Anyways, we can argue EULAs all day - I take them with a grain of salt. Grant it, that doesn't mean I'm an advocate of piracy or anything like that - I already have 4 Vista licenses (3 home premium and 1 ultimate), most of which are retail so I can legally transfer them around from machine to machine over time. I have who knows how many XP licenses. It's just the nitty gritty details of the EULA really don't matter to me or to Microsoft. I paid for the software, I'm not screwing Microsoft in any way (exploiting their software and selling it or anything like that), etc. Do you really think they're going to care about me remoting into my own pc after paying for the license?

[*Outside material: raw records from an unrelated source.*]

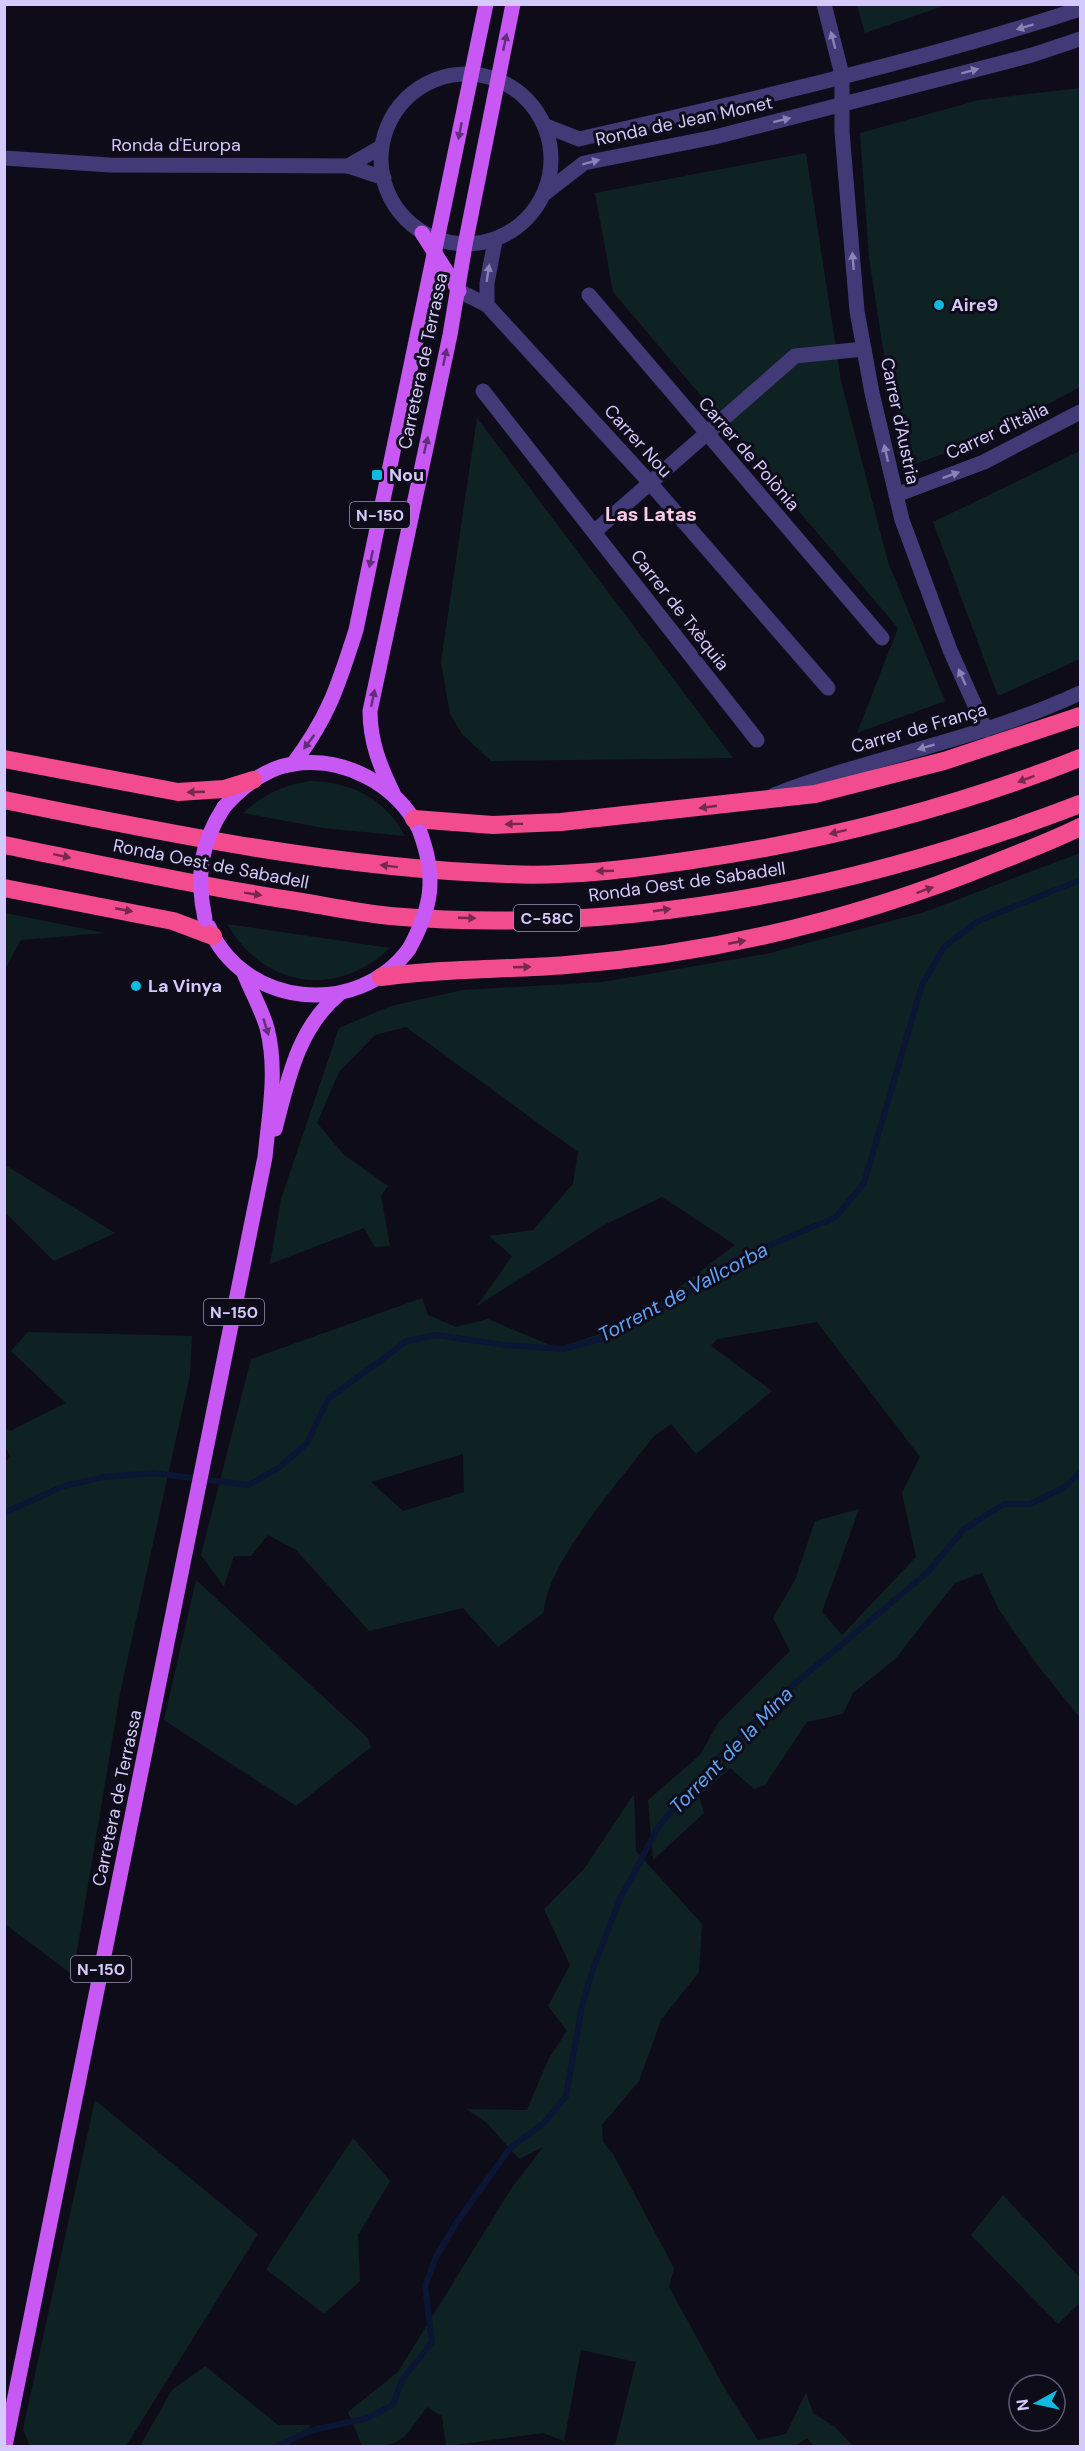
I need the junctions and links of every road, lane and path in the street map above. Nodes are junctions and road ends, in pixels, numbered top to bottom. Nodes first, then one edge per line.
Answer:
1 (486, 4) edge
2 (513, 4) edge
3 (824, 4) edge
4 (1080, 9) edge
5 (1080, 39) edge
6 (472, 73) junction
7 (842, 75) junction
8 (497, 79) junction
9 (842, 105) junction
10 (546, 126) junction
11 (381, 147) junction
12 (4, 158) edge
13 (348, 166) junction
14 (384, 178) junction
15 (544, 194) junction
16 (495, 241) junction
17 (465, 245) junction
18 (436, 249) junction
19 (459, 291) junction
20 (588, 295) dead end
21 (487, 305) junction
22 (864, 349) junction
23 (483, 391) dead end
24 (1080, 412) edge
25 (706, 434) junction
26 (651, 483) junction
27 (896, 495) junction
28 (594, 532) junction
29 (882, 638) dead end
30 (828, 688) dead end
31 (1080, 693) edge
32 (1080, 716) edge
33 (986, 730) junction
34 (757, 740) dead end
35 (1080, 758) edge
36 (4, 759) edge
37 (293, 764) junction
38 (253, 780) junction
39 (393, 793) junction
40 (766, 798) junction
41 (4, 800) edge
42 (1080, 804) edge
43 (417, 826) junction
44 (1080, 827) edge
45 (4, 845) edge
46 (4, 888) edge
47 (213, 936) junction
48 (244, 973) junction
49 (381, 977) junction
50 (339, 993) junction
51 (265, 1157) junction
52 (5, 2446) edge

1 - 6 main road, Carretera de Terrassa / N-150
8 -> 2 main road, Carretera de Terrassa / N-150
7 -> 3 street
4 -> 7 street, Ronda de Jean Monet
9 -> 5 street, Ronda de Jean Monet
6 - 8 street
6 - 11 street
6 -> 18 main road, Carretera de Terrassa / N-150
7 - 9 street
7 - 10 street, Ronda de Jean Monet
8 - 10 street
8 - 17 main road, Carretera de Terrassa / N-150
15 -> 9 street, Ronda de Jean Monet
22 -> 9 street, Carrer d'Austria
10 - 15 street
11 - 13 street
11 - 14 street
12 - 13 street, Ronda d'Europa
13 - 14 street, Ronda d'Europa
14 - 18 street
15 - 16 street
16 - 17 street
21 -> 16 street
17 - 18 street
17 - 19 main road, Carretera de Terrassa / N-150
18 - 19 main road
18 -> 37 main road, Carretera de Terrassa / N-150
19 - 21 street, Carrer Nou
39 -> 19 main road, Carretera de Terrassa / N-150
20 - 25 street, Carrer de Polònia
21 - 26 street, Carrer Nou
22 - 25 street
27 -> 22 street, Carrer d'Austria
23 - 28 street, Carrer de Txèquia
27 -> 24 street, Carrer d'Itàlia
25 - 26 street
25 - 29 street, Carrer de Polònia
26 - 28 street
26 - 30 street, Carrer Nou
33 -> 27 street, Carrer d'Austria
28 - 34 street, Carrer de Txèquia
31 - 33 street, Carrer de França
32 - 40 highway
33 -> 40 street, Carrer de França
35 -> 41 highway, Ronda Oest de Sabadell
38 -> 36 highway
37 - 38 main road, N-150
37 - 39 main road, N-150
38 - 47 main road, N-150, bridge
39 - 43 main road, N-150
40 -> 43 highway
45 -> 42 highway, Ronda Oest de Sabadell / C-58C
43 - 49 main road, N-150, bridge
49 -> 44 highway
46 -> 47 highway
47 - 48 main road, N-150
48 - 50 main road, N-150
48 -> 51 main road, Carretera de Terrassa / N-150
49 - 50 main road, N-150
50 - 51 main road, Carretera de Terrassa / N-150
51 - 52 main road, Carretera de Terrassa / N-150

I doubt it.
 

Jaxidian

Platinum Member
Oct 22, 2001
2,230
0
71
twitter.com
Originally posted by: Oakenfold
I'm no programmer but isn't using a precompilled DLL not a good idea?

I'm assuming you're afraid of viruses and rootkits and whatnot. If you don't want to download a DLL to replace yours with, go through some of those links and it tells you how to hex-edit your own DLL file to make it work. It's just a couple minor changes to the DLL files.